Table 2. (a) Demographic characteristics of babies; (b) demographic characteristics of babies based on sepsis type.

Antibiotics had been administered to 22/96 of the neonates before their blood samples were taken. The data analyzed show that apart from one neonate born in the HTH, 21 neonates on antibiotics were referrals from the Volta Region districts. Table 3 shows the referral hospitals, blood culture results, and common antibiotics given to these babies before referral. The routine antibiotics used in the HTH for neonates and infants diagnosed with sepsis are the combination of either amikacin or gentamicin with flucloxacillin. These were the antibiotics used for the studied babies clinically diagnosed with sepsis. Metronidazole is given to babies with suspected anaerobic infections. Figure 2 shows the antibiotics supplied to the HTH’s NICU, babies’ wards and children ward from 2017 to 2019. More metronidazole was given to children within the age range 1 - 6 years old admitted (clinically diagnosed or suspected with anaerobic infections) to the Children Ward than was given to neonates.

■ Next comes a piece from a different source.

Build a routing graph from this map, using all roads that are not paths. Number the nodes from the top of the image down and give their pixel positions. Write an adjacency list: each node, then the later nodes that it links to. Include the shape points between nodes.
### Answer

Table 3. Referrals from district hospitals or healthcare centres to HTH and their blood culture results.

a: Distance in kilometres from the referral healthcare institution to Ho Teaching Hospital; b: number of neonates referred; c: number of positive blood culture obtained; d: number of neonates treated with antibiotics before referral; AM: ampicillin; GEN: gentamicin; CEFT: ceftriaxone; CEFTA: ceftazidime; CEFO: cefotaxime; CEFU: cefuroxime; −: negative blood culture; +: positive blood culture; /: combination

Figure 2. Antibiotics supplied to the HTH’s pediatric wards from 2017 to 2019. Source: Archives of the Pharmacy Department of Ho Teaching Hospital, Ho, Ghana.

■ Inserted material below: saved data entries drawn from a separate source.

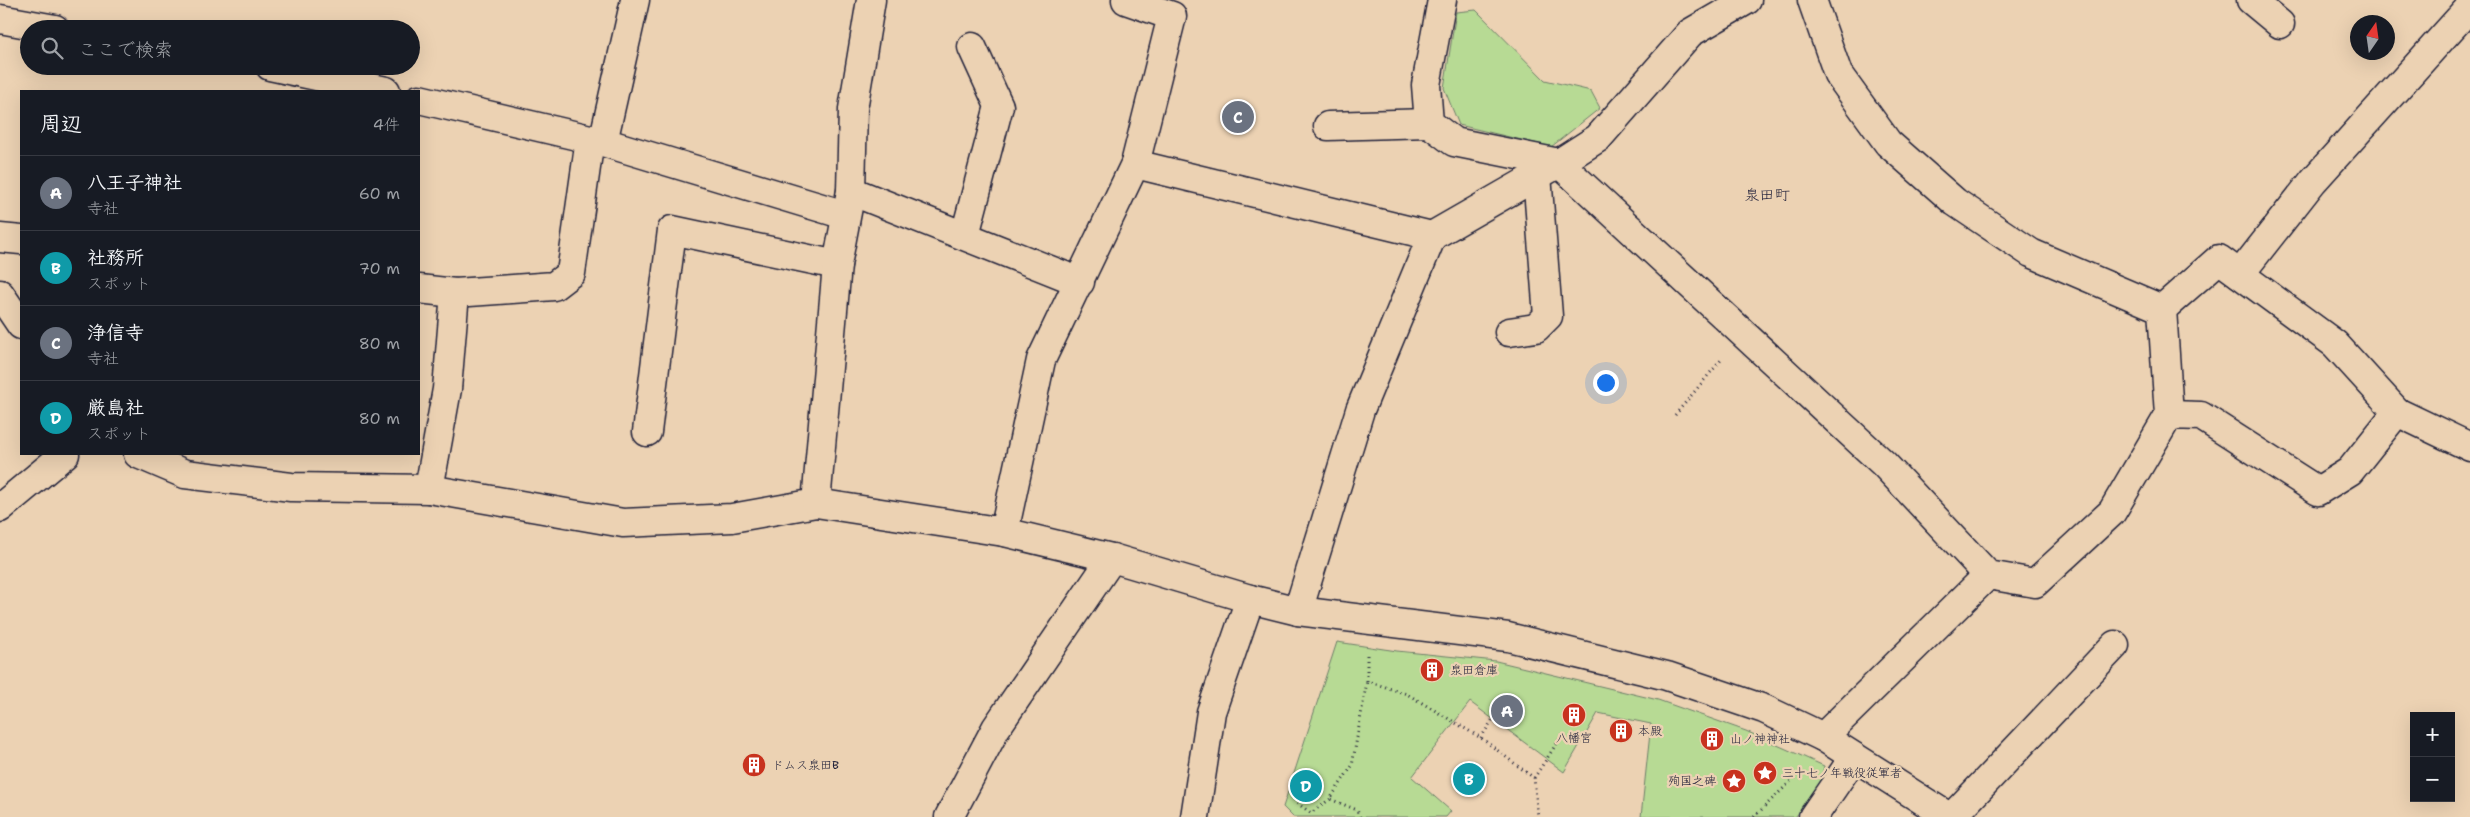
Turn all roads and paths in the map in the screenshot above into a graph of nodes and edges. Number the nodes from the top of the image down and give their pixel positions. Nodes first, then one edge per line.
1 (635, 0) edge
2 (871, 0) edge
3 (1126, 0) edge
4 (1442, 0) edge
5 (1747, 0) edge
6 (1812, 0) edge
7 (2251, 0) edge
8 (2470, 7) edge
9 (0, 19) edge
10 (20, 23) edge
11 (2280, 24) dead end
12 (972, 48) dead end
13 (312, 75) edge
14 (381, 90) edge
15 (420, 99) edge
16 (1429, 123) junction
17 (1328, 126) dead end
18 (597, 141) junction
19 (1134, 164) junction
20 (1548, 169) junction
21 (848, 203) junction
22 (965, 235) junction
23 (1432, 236) junction
24 (0, 238) edge
25 (20, 240) edge
26 (837, 265) junction
27 (2240, 274) junction
28 (1080, 282) junction
29 (420, 289) edge
30 (455, 293) junction
31 (0, 294) edge
32 (2162, 309) junction
33 (20, 324) edge
34 (1509, 332) dead end
35 (1743, 332) junction
36 (2397, 412) junction
37 (1675, 415) dead end
38 (2169, 415) junction
39 (647, 432) dead end
40 (2470, 447) edge
41 (64, 455) edge
42 (140, 455) edge
43 (429, 489) junction
44 (816, 503) junction
45 (0, 508) edge
46 (1004, 532) junction
47 (1112, 558) junction
48 (1988, 576) junction
49 (1250, 599) junction
50 (1298, 610) junction
51 (1368, 619) junction
52 (2115, 645) dead end
53 (1367, 681) junction
54 (1503, 703) dead end
55 (1562, 734) dead end
56 (1823, 737) junction
57 (1481, 738) junction
58 (1854, 758) junction
59 (1534, 778) junction
60 (1330, 799) junction
61 (1297, 803) dead end
62 (949, 817) edge
63 (1195, 817) edge
64 (1360, 817) edge
65 (1538, 817) edge
66 (1754, 817) edge
67 (1812, 817) edge
68 (1950, 817) edge

1 - 18 street
2 - 21 street
3 - 19 street
4 - 16 street
5 - 20 street
6 - 32 street
7 - 11 street
8 - 27 street
9 - 10 street
12 - 22 street
13 - 14 street
15 - 18 street
16 - 17 street
16 - 20 street
18 - 21 street
18 - 30 street
19 - 23 street
19 - 28 street
20 - 23 street
20 - 34 street
20 - 35 street
21 - 22 street
21 - 26 street
22 - 28 street
23 - 50 street
24 - 25 street
26 - 39 street
26 - 44 street
27 - 32 street
27 - 36 street
28 - 46 street
29 - 30 street
30 - 43 street
31 - 33 street
32 - 38 street
35 - 37 path
35 - 48 street
36 - 38 street
36 - 40 street
38 - 48 street
41 - 45 street
42 - 43 street
43 - 44 street
44 - 46 street
46 - 47 street
47 - 49 street
47 - 62 street
48 - 56 street
49 - 50 street
49 - 63 street
50 - 51 street
51 - 53 path
51 - 56 street
52 - 68 street
53 - 57 path
53 - 60 path
54 - 57 path
55 - 59 path
56 - 58 street
56 - 66 path
57 - 59 path
58 - 67 street
58 - 68 street
59 - 65 path
60 - 61 path
60 - 64 path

3.3. Clinical Diagnoses of Neonates in the HTH NICU

Total clinical diagnoses (n = 161) collected from clinical notes were used to estimate the percentage of each clinical diagnosis. Most of the neonates were diagnosed with sepsis (17/100), prematurity (16/100), congenital pneumonia (10/100), and hypoxic-ischemic encephalopathy (10/100). Although neonatal sepsis was the commonest clinical diagnosis in this NICU, about 8/28 of the diagnoses were secondary and not primary. Of the 28 neonates clinically diagnosed with sepsis, blood culture-proven sepsis was obtained for 13 of them. Meconium aspiration syndrome has been reported to be strongly associated with EONS [15]. In this study, 13/161 of the total diagnoses made were meconium aspiration syndrome. Of this number, three were culture-proven sepsis. Considering these clinical diagnoses based on gestational type, the term babies were more specifically diagnosed (as shown in Table 4) than the preterm ones. The preterm babies were mostly diagnosed as premature and at risk of sepsis since their conditions were not clear-cut to make a diagnosis. In terms of the type of neonatal sepsis, with the exceptions of meningitis and sepsis, most of the babies presented with EONS were definitely diagnosed with various disease conditions than those with LONS.

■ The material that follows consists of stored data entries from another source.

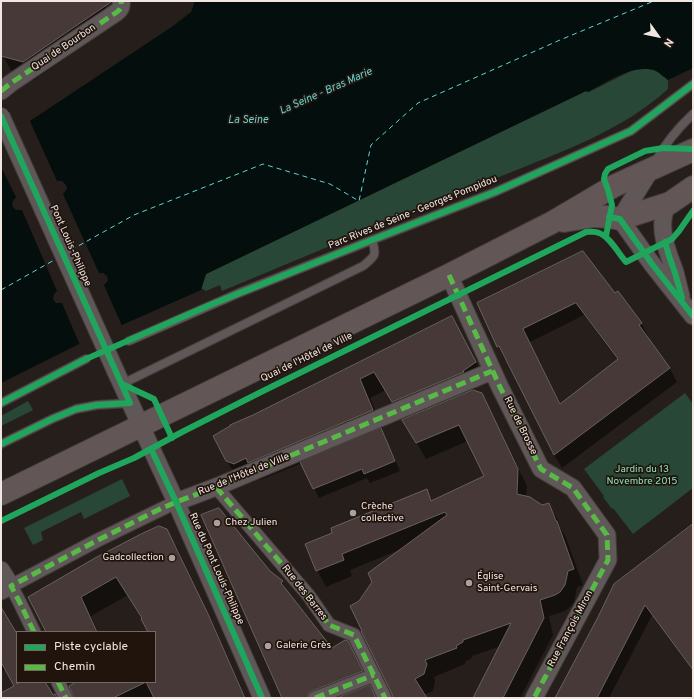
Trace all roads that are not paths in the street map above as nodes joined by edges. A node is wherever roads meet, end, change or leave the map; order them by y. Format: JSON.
{"nodes":[{"id":1,"x":121,"y":1,"type":"edge"},
{"id":2,"x":693,"y":84,"type":"edge"},
{"id":3,"x":1,"y":91,"type":"edge"},
{"id":4,"x":693,"y":114,"type":"edge"},
{"id":5,"x":1,"y":116,"type":"edge"},
{"id":6,"x":693,"y":150,"type":"edge"},
{"id":7,"x":651,"y":169,"type":"junction"},
{"id":8,"x":693,"y":188,"type":"edge"},
{"id":9,"x":670,"y":203,"type":"junction"},
{"id":10,"x":620,"y":219,"type":"junction"},
{"id":11,"x":553,"y":222,"type":"junction"},
{"id":12,"x":372,"y":240,"type":"junction"},
{"id":13,"x":448,"y":274,"type":"junction"},
{"id":14,"x":688,"y":310,"type":"edge"},
{"id":15,"x":129,"y":341,"type":"dead end"},
{"id":16,"x":86,"y":359,"type":"dead end"},
{"id":17,"x":492,"y":371,"type":"junction"},
{"id":18,"x":119,"y":378,"type":"junction"},
{"id":19,"x":1,"y":403,"type":"edge"},
{"id":20,"x":130,"y":403,"type":"junction"},
{"id":21,"x":140,"y":425,"type":"junction"},
{"id":22,"x":1,"y":444,"type":"edge"},
{"id":23,"x":216,"y":487,"type":"junction"},
{"id":24,"x":1,"y":494,"type":"edge"},
{"id":25,"x":176,"y":502,"type":"junction"},
{"id":26,"x":608,"y":560,"type":"joint"},
{"id":27,"x":1,"y":570,"type":"edge"},
{"id":28,"x":6,"y":588,"type":"edge"},
{"id":29,"x":34,"y":631,"type":"edge"},
{"id":30,"x":374,"y":676,"type":"junction"},
{"id":31,"x":58,"y":683,"type":"edge"},
{"id":32,"x":66,"y":698,"type":"edge"},
{"id":33,"x":262,"y":698,"type":"edge"},
{"id":34,"x":315,"y":698,"type":"edge"},
{"id":35,"x":385,"y":698,"type":"edge"},
{"id":36,"x":534,"y":698,"type":"edge"}],
"edges":[{"from":1,"to":3,"type":"street","name":"Quai de Bourbon"},
{"from":2,"to":12,"type":"lane","name":"Parc Rives de Seine - Georges Pompidou"},
{"from":4,"to":7,"type":"lane"},
{"from":5,"to":18,"type":"street","name":"Pont Louis-Philippe","bridge":true},
{"from":6,"to":7,"type":"main road","name":"Quai de l'Hôtel de Ville"},
{"from":7,"to":10,"type":"street"},
{"from":7,"to":11,"type":"main road","name":"Quai de l'Hôtel de Ville"},
{"from":8,"to":9,"type":"main road","name":"Quai de l'Hôtel de Ville"},
{"from":9,"to":10,"type":"main road","name":"Quai de l'Hôtel de Ville"},
{"from":9,"to":14,"type":"street"},
{"from":10,"to":11,"type":"main road","name":"Quai de l'Hôtel de Ville"},
{"from":10,"to":14,"type":"street"},
{"from":11,"to":13,"type":"main road","name":"Quai de l'Hôtel de Ville"},
{"from":12,"to":15,"type":"lane","name":"Parc Rives de Seine - Georges Pompidou"},
{"from":12,"to":18,"type":"lane","name":"Parc Rives de Seine - Georges Pompidou"},
{"from":13,"to":17,"type":"street","name":"Rue de Brosse"},
{"from":13,"to":21,"type":"main road","name":"Quai de l'Hôtel de Ville"},
{"from":16,"to":19,"type":"lane"},
{"from":17,"to":23,"type":"street","name":"Rue de l'Hôtel de Ville"},
{"from":17,"to":26,"type":"street","name":"Rue de Brosse"},
{"from":18,"to":20,"type":"street","name":"Pont Louis-Philippe"},
{"from":20,"to":21,"type":"street","name":"Pont Louis-Philippe"},
{"from":20,"to":22,"type":"lane"},
{"from":21,"to":24,"type":"main road","name":"Quai de l'Hôtel de Ville"},
{"from":21,"to":25,"type":"street","name":"Rue du Pont Louis-Philippe"},
{"from":23,"to":25,"type":"street","name":"Rue de l'Hôtel de Ville"},
{"from":23,"to":30,"type":"street","name":"Rue des Barres"},
{"from":25,"to":28,"type":"street","name":"Rue de l'Hôtel de Ville"},
{"from":25,"to":33,"type":"street","name":"Rue du Pont Louis-Philippe"},
{"from":26,"to":36,"type":"street","name":"Rue François Miron"},
{"from":27,"to":28,"type":"street"},
{"from":28,"to":29,"type":"street"},
{"from":30,"to":34,"type":"street"},
{"from":30,"to":35,"type":"street","name":"Rue des Barres"},
{"from":31,"to":32,"type":"street"}]}
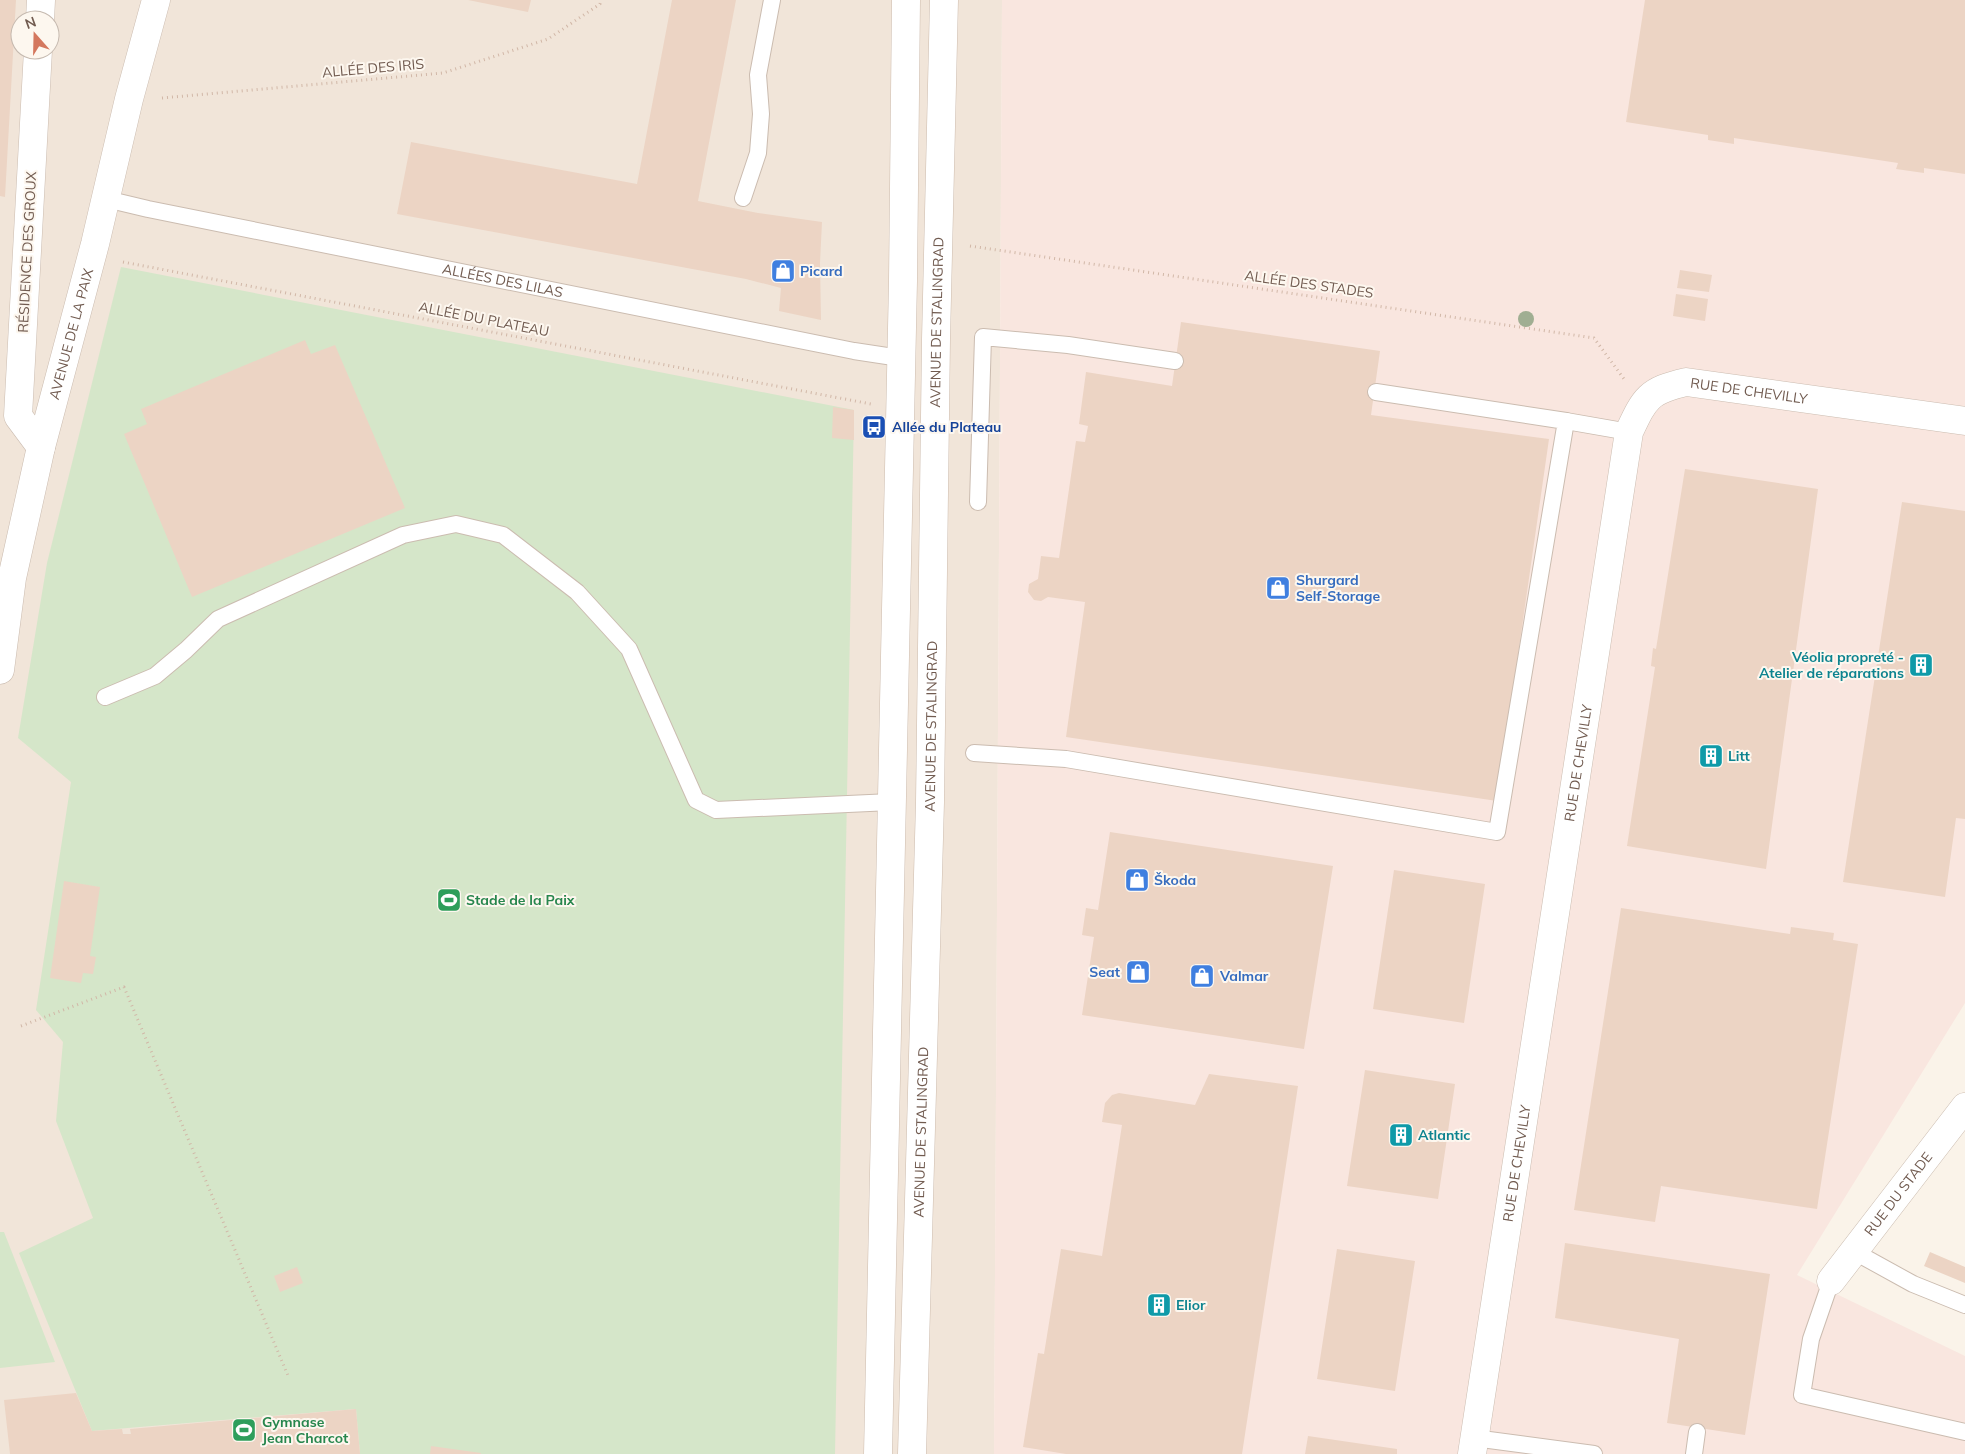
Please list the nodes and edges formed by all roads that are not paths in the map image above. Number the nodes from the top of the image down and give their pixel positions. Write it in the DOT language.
graph roads {
  1 [pos="156,0"];
  2 [pos="772,0"];
  3 [pos="906,0"];
  4 [pos="944,0"];
  5 [pos="37,60"];
  6 [pos="743,198"];
  7 [pos="106,199"];
  8 [pos="900,358"];
  9 [pos="1175,361"];
  10 [pos="1376,392"];
  11 [pos="1566,421"];
  12 [pos="1965,421"];
  13 [pos="1629,432"];
  14 [pos="41,447"];
  15 [pos="978,502"];
  16 [pos="0,670"];
  17 [pos="105,697"];
  18 [pos="974,753"];
  19 [pos="891,802"];
  20 [pos="1965,1108"];
  21 [pos="1853,1251"];
  22 [pos="1830,1281"];
  23 [pos="1965,1305"];
  24 [pos="1697,1432"];
  25 [pos="1965,1432"];
  26 [pos="1473,1446"];
  27 [pos="878,1454"];
  28 [pos="912,1454"];
  29 [pos="1594,1454"];
  30 [pos="1694,1454"];
  1 -- 7 [label="main road, AVENUE DE LA PAIX"];
  2 -- 6 [label="lane"];
  3 -- 8 [label="main road"];
  4 -- 28 [label="main road, AVENUE DE STALINGRAD"];
  5 -- 14 [label="main road, RÉSIDENCE DES GROUX"];
  7 -- 8 [label="lane, ALLÉES DES LILAS"];
  7 -- 14 [label="main road, AVENUE DE LA PAIX"];
  8 -- 19 [label="main road"];
  9 -- 15 [label="lane"];
  10 -- 11 [label="lane"];
  11 -- 13 [label="lane"];
  11 -- 18 [label="lane"];
  12 -- 13 [label="main road, RUE DE CHEVILLY"];
  13 -- 26 [label="main road, RUE DE CHEVILLY"];
  14 -- 16 [label="main road, AVENUE DE LA PAIX"];
  17 -- 19 [label="lane"];
  19 -- 27 [label="main road"];
  20 -- 21 [label="main road, RUE DU STADE"];
  21 -- 22 [label="main road, RUE DU STADE"];
  21 -- 23 [label="lane"];
  22 -- 25 [label="lane"];
  24 -- 30 [label="lane"];
  26 -- 29 [label="lane"];
}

Table 4. Suspected diagnoses and Confirmed sepsis.

N: total number; EOS: early-onset neonatal sepsis (<3 days from birth); LOS: late-onset neonatal sepsis (<3 days from birth); N/A: not applicable; For gestation, one neonate delivered post-term data was excluded.

3.4. Bacterial Species Isolation and Sepsis-Related Mortality among the Babies

Gram-positive bacterial species were more commonly isolated (24/28) than Gram-negative ones (4/28). Of the bacterial species that caused sepsis in the neonates, CoNS are the most prevalent isolates (22/28), followed by Klebsiella pneumoniae (2/28) and Staphylococcus aureus, Streptococcus agalactiae, Acinetobacter baumannii, and Escherichia coli (one each, as shown in Table 5). Of the CoNS, S. haemolyticus and S. epidermidis were the most represented species, with prevalence rates of 33% and 29%, respectively. Of note, other CoNS such as S. capitis, S. cohnii, S. hominis, and S. warneri were only presented in EONS (Figure 3). The Gram-negative bacteria were more presented in EONS (with three species: Acinetobacter spp., E. coli, and Klebsiella) than in LONS, with only one Klebsiellaspecies isolated. Mortality among the neonates was estimated at 13/94, representing 69.9 per 1000 admissions (only one young infant of age 30 days die). Of this, seven neonates, representing 37.6 per 1000 admissions, were culture-proven sepsis-related deaths, with a case fatality rate of 7/26. Neonatal mortality caused by Gram-negative bacterial infection seemed to be higher (4/4) than that caused by Gram-positive bacteria (3/22). However, no definite conclusion could be made since the sample size was small.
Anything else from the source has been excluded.